WHAT IS BEING ASKED: Output all of the data exactly as it appears, but leave out any pictures it contains.

EXCERPTED DATA:
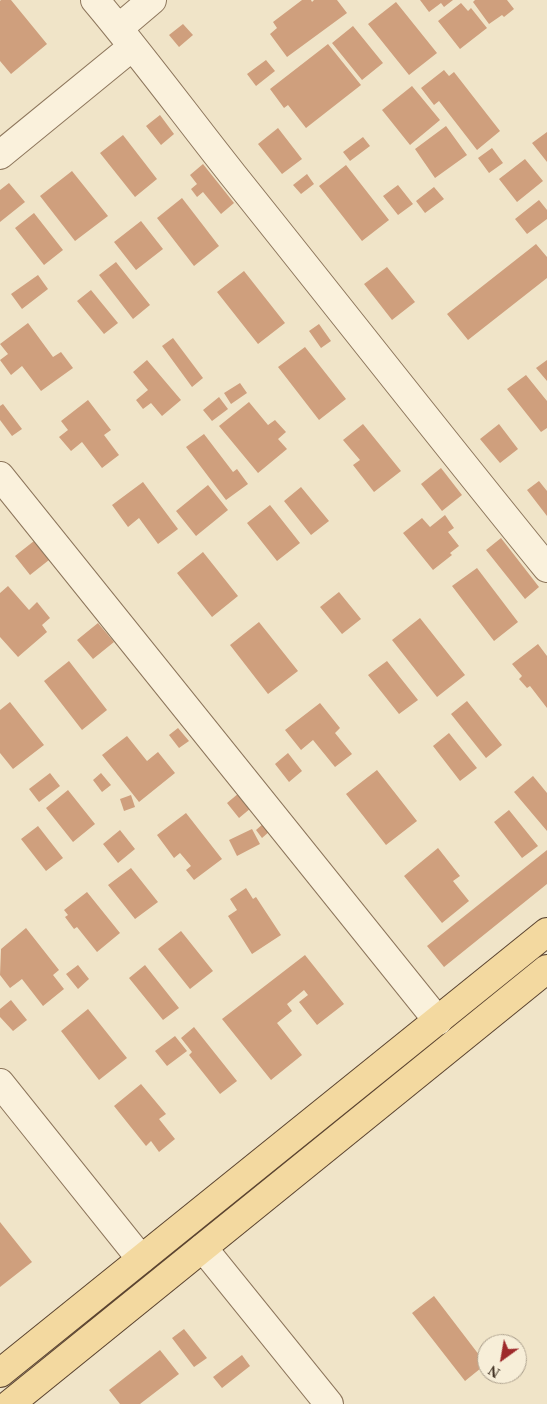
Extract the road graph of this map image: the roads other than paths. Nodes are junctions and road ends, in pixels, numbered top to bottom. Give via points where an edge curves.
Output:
1 (95, 0) edge
2 (152, 0) edge
3 (126, 37) junction
4 (0, 155) edge
5 (0, 476) edge
6 (547, 568) edge
7 (547, 932) edge
8 (547, 969) edge
9 (438, 1021) junction
10 (0, 1082) edge
11 (203, 1248) junction
12 (141, 1259) junction
13 (0, 1373) edge
14 (10, 1404) edge
15 (329, 1404) edge

1 - 3 street
2 - 3 street
3 - 4 street
3 - 6 street
5 - 9 street
7 - 9 main road
8 - 11 main road
9 - 12 main road
10 - 12 street
11 - 14 main road
11 - 15 street
12 - 13 main road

SOLUTION TO THIS TASK:
Extract the road graph of this map image: the roads other than paths. Nodes are junctions and road ends, in pixels, numbered top to bottom. Give via points where an edge curves.
Output:
1 (95, 0) edge
2 (152, 0) edge
3 (126, 37) junction
4 (0, 155) edge
5 (0, 476) edge
6 (547, 568) edge
7 (547, 932) edge
8 (547, 969) edge
9 (438, 1021) junction
10 (0, 1082) edge
11 (203, 1248) junction
12 (141, 1259) junction
13 (0, 1373) edge
14 (10, 1404) edge
15 (329, 1404) edge

1 - 3 street
2 - 3 street
3 - 4 street
3 - 6 street
5 - 9 street
7 - 9 main road
8 - 11 main road
9 - 12 main road
10 - 12 street
11 - 14 main road
11 - 15 street
12 - 13 main road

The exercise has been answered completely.